Our days begin at dawn and end after dark. In between, we bob and wobble through whitecaps, sucking on Jolly Ranchers and pissing behind the twin outboard motors. We tag two six-foot-long nurse sharks the first day, but there's a lot of dead time onboard, which makes me appreciate the man-hours put in to get 60 minutes of footage for Shark Week. Graham tells some war stories.

"You can still a rambunctious adult male nurse shark to size and tag it by grabbing its clasper hard," says Graham with a laugh, using the proper name for a shark's two ding-dongs. "The only downside is that it may ejaculate on you, and the sperm is pretty darn sticky. I like to use this technique as a rite of passage for a new colleague, many of whom are dudes and are rather uncomfortable with it."

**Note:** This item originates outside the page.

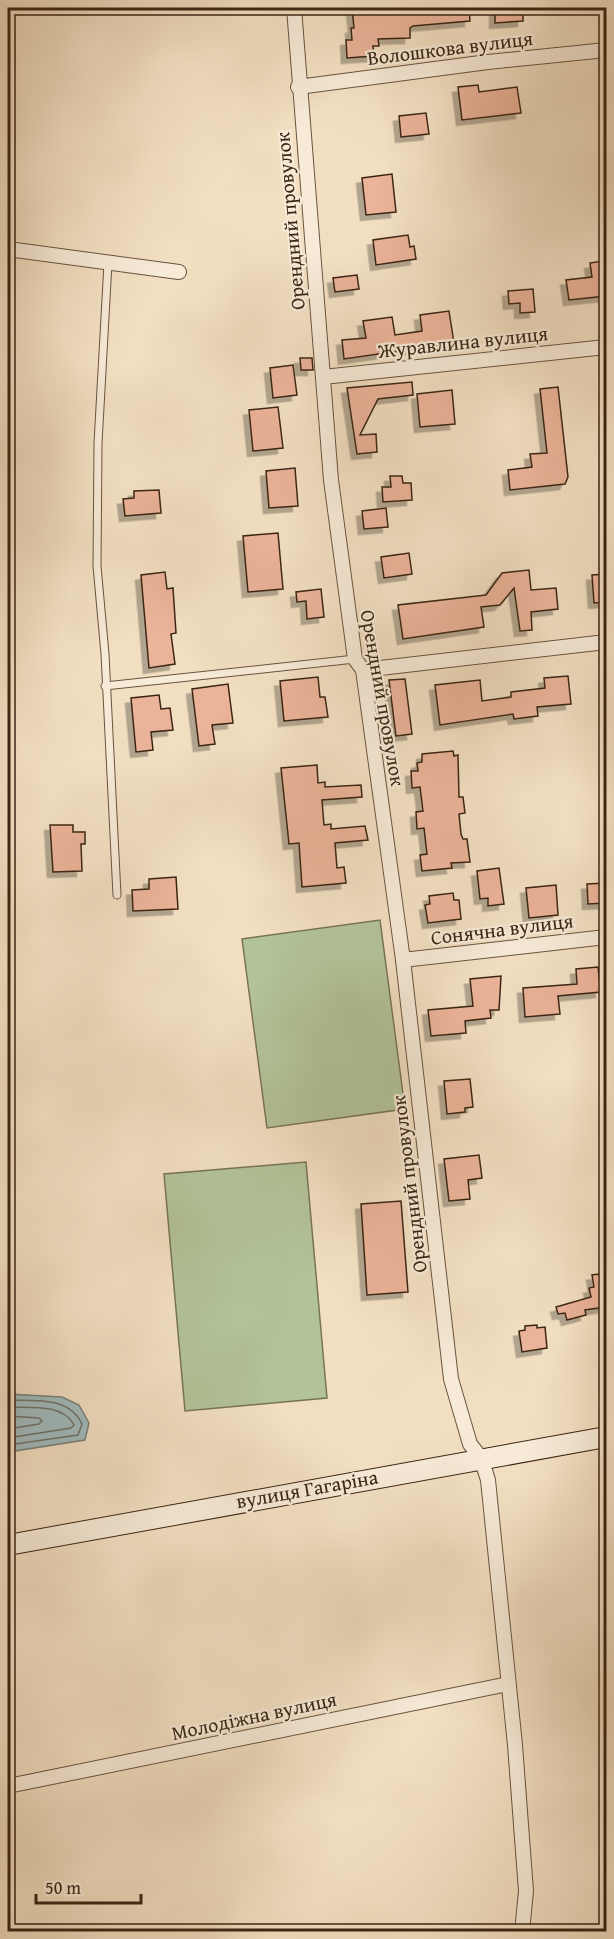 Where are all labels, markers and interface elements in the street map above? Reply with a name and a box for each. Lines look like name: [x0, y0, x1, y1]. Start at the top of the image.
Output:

Things pick up on day three. Hilmar and the boys pull in lines when a buoy bobs, suggesting a big one. The line is pulled up, and there's a large Caribbean reef shark.

Tagging a shark isn't that different from hog-tying a calf at the rodeo: The line is pulled in, a rope is slipped around the shark's tail, and the shark is pulled up beside the boat for tagging. At least that's how it goes in theory. Graham lets Chip and the Belizeans handle this one.

"OK, Chip, walk it back, just like a dog. Hilmar, slip the rope around the tail."

This begins according to plan, but things quickly go sideways. One thing you're not supposed to do to a shark is grab the top of its tail. This is exactly what Hilmar does. Smack! The shark's tail levels Chip.

"Goddamn it, that hurt like hell."

Chip takes a standing eight-count while Graham gently dresses down Hilmar.

"Never grab it by the top of the tail. They freak out. Always by the dorsal fin."

Chip tries again, bringing the shark close enough for measuring, and gets the drill out. But he can't find the right spot, hunting and pecking like a drunken teenager trying to pierce her BFF's ears.

"Fuck."

Graham taps him gently on the shoulder.

"Chip, harmony and good thoughts. That'll calm you and the shark."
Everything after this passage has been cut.